Sebastian erinnerte sich an den BND-Beamten in Hamburg, den Wolfgang erwähnt hatte.
»Die Liste«, sagte er und sprach ebenfalls leise. »Haben Sie eine Namensliste beschaffen können?«
»Niemand hat mich daran gehindert, mein Arbeitszimmer zu betreten. Der dortige Computer enthält die Namen aller Personen, die Raffaele geheilt hat.« Don Vincenzo holte mehrere eng bedruckte Blätter unter seiner Priesterkutte hervor. »Ich konnte sie nicht alle ausdrucken, denn der Bischof rief mich zu sich. Wenn Sie hiermit etwas anfangen können, Signor Vogler …«
Sebastian nahm die Blätter entgegen. »Haben Sie vielen Dank, Don Vincenzo. Ich überprüfe die Namen und spreche mit meinen Freunden in Deutschland. Sie hören von mir, noch heute oder spätestens morgen.«
Don Vincenzo schien ihn gar nicht mehr wahrzunehmen. Er saß da, blickte zum Kreuz und murmelte: »Sie lassen mich nicht zu ihm …«
Sebastian stand auf und verließ die Kirche. Auf dem Weg zum Wagen sah er sich die Liste an und stellte fest, dass sie nach Datum sortiert war.
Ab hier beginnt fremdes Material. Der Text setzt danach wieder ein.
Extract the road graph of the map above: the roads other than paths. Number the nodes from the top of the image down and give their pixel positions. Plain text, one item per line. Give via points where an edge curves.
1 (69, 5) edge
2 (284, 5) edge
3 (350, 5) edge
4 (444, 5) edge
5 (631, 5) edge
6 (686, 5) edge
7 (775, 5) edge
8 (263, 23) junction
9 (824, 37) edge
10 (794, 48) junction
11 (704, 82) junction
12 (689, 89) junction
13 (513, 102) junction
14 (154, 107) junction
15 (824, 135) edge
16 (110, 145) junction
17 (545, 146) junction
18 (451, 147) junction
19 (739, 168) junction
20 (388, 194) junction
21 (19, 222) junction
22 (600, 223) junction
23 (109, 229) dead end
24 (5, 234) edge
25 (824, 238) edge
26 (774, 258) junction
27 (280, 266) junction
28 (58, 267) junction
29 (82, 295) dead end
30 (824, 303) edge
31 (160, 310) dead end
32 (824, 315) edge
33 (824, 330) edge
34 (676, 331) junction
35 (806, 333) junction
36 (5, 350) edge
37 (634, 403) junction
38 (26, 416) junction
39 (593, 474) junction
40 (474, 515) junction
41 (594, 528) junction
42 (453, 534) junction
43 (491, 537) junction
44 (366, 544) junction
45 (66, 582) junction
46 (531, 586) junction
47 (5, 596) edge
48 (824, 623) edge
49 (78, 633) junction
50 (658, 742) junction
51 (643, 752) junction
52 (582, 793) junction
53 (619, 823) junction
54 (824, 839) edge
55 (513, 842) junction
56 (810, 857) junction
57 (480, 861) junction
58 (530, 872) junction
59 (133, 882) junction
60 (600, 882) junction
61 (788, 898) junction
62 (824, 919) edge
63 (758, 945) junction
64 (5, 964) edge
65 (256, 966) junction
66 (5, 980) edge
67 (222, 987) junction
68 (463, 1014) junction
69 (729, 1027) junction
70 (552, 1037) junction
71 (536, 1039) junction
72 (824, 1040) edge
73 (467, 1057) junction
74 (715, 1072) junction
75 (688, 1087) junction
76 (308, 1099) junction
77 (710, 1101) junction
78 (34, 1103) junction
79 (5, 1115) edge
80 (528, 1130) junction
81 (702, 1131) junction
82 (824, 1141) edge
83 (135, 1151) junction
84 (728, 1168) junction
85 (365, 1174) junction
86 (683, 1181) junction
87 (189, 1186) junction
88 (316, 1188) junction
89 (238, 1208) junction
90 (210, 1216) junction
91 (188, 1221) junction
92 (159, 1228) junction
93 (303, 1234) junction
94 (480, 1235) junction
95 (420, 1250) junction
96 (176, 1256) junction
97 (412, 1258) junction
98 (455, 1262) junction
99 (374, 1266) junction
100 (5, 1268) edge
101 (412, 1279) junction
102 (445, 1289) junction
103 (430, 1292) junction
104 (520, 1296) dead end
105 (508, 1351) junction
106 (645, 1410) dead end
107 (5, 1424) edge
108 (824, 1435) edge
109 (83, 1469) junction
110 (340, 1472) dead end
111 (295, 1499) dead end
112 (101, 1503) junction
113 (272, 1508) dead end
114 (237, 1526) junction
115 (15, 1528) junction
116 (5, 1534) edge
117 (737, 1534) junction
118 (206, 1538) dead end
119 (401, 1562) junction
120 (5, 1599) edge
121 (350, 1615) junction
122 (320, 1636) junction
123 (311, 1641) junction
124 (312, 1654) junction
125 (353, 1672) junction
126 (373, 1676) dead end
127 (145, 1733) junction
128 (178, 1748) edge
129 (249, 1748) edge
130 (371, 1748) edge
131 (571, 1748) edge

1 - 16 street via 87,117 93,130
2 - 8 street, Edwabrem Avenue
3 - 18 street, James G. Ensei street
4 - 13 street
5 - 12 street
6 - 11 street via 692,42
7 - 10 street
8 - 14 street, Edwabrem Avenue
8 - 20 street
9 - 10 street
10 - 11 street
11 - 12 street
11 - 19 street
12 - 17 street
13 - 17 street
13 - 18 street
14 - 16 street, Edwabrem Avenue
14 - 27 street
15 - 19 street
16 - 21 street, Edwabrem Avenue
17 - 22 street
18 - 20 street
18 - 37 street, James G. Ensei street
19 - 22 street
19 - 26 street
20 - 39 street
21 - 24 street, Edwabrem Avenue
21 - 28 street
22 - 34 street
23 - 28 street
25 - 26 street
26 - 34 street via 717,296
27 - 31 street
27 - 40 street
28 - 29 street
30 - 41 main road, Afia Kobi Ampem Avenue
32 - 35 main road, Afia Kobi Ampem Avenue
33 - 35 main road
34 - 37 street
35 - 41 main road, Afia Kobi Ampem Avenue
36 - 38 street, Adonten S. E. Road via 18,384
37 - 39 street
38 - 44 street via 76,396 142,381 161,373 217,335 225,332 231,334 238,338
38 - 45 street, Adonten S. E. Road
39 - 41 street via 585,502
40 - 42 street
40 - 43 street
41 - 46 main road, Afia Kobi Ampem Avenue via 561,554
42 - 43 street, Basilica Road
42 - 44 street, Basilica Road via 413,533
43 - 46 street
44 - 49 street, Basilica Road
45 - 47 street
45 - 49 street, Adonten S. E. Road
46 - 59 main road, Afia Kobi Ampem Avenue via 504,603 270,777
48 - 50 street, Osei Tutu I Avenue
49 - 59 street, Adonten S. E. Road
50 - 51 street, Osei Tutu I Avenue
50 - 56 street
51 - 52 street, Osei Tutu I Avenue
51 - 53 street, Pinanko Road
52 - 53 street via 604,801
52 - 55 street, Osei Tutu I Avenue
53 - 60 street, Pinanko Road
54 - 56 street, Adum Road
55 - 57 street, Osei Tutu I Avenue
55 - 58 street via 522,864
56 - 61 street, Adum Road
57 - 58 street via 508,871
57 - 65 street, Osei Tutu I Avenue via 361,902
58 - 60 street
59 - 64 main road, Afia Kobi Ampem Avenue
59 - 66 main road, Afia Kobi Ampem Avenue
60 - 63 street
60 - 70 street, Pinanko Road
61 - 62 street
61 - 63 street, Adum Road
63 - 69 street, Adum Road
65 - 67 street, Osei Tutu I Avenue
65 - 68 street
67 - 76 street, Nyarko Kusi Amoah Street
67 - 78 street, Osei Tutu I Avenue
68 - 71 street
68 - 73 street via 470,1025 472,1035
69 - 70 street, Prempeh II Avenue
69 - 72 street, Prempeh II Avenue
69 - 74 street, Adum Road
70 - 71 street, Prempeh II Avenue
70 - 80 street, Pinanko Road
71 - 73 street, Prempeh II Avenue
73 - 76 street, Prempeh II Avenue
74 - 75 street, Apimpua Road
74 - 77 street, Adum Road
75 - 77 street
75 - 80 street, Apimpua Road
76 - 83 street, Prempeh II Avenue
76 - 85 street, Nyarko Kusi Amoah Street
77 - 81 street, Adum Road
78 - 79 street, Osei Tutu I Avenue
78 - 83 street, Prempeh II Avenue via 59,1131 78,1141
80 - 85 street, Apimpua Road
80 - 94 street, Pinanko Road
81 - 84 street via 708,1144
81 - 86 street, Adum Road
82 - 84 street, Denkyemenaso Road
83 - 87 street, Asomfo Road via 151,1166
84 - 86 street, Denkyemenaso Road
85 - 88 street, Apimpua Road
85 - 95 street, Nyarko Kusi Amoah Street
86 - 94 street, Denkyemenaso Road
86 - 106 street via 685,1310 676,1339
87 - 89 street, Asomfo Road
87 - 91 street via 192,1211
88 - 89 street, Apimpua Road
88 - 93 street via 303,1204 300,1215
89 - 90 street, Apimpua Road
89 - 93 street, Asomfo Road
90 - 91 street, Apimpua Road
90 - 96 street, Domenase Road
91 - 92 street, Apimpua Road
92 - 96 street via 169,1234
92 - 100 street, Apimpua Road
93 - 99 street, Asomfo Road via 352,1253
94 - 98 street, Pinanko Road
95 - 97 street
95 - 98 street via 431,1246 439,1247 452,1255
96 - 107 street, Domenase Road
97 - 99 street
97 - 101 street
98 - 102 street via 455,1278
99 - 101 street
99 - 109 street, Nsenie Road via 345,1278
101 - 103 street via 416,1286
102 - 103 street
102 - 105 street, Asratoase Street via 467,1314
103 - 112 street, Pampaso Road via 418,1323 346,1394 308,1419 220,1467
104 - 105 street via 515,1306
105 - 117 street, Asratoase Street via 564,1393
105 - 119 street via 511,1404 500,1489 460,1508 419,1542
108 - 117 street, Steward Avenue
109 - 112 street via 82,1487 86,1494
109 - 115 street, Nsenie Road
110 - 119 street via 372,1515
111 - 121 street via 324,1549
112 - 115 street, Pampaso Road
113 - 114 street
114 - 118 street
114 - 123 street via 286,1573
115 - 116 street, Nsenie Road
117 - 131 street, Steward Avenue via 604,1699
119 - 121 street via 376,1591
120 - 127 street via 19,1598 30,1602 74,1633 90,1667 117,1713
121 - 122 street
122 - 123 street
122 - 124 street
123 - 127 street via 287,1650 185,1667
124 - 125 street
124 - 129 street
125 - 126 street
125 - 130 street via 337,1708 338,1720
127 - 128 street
Das letzte stand ganz oben, mit seinem Namen daneben.
19
Hamburg
R oland Singerer ließ den Blick durch das umfunktionierte Konferenzzimmer schweifen und nickte zufrieden. Seine insgesamt acht Assistenten saßen an ihren Schreibtischen; ihre Computer verfügten über gesicherte Datenverbindungen. Sie konnten damit nicht nur auf die Datensysteme der BND-Zentrale in Pullach bei München zugreifen, sondern auch auf Interpol-Datenbanken und die neuesten Ermittlungsergebnisse anderer Geheimdienste in Europa und Übersee. Singerer verglich sich mit einer Spinne im Netz. Er hatte sein Netz ausgelegt und wartete darauf, dass sich etwas darin verfing: ein Hinweis hier, eine seltsame Begebenheit dort, die Andeutung einer Spur. Mehrere Hochleistungscomputer des Bundesnachrichtendienstes empfingen die Videodaten Tausender von Überwachungskameras, und spezielle Erkennungssoftware überprüfte sie nach den individuellen Mustern der bisher bekannten Schlüsselpersonen. Andere Programme suchten in Kommunikationssystemen - von E-Mail-Verkehr bis zu Handy-Gesprächen - nach Stichworten. Die Zahlungssysteme wurden ebenfalls kontrolliert: Wer bezahlte wo und wann wie viel Geld an wen? Eine internationale Rasterfahndung hatte begonnen, ohne dass die Öffentlichkeit etwas davon ahnte. All die Kont - rollsysteme
arbeiteten so zusammen, wie es nach den Anschlägen vom 11. September für die Suche nach Terroristen geplant worden war. Kein Lebensbereich blieb ausgeschlossen, und viele Wände wurden durchsichtig wie Glas.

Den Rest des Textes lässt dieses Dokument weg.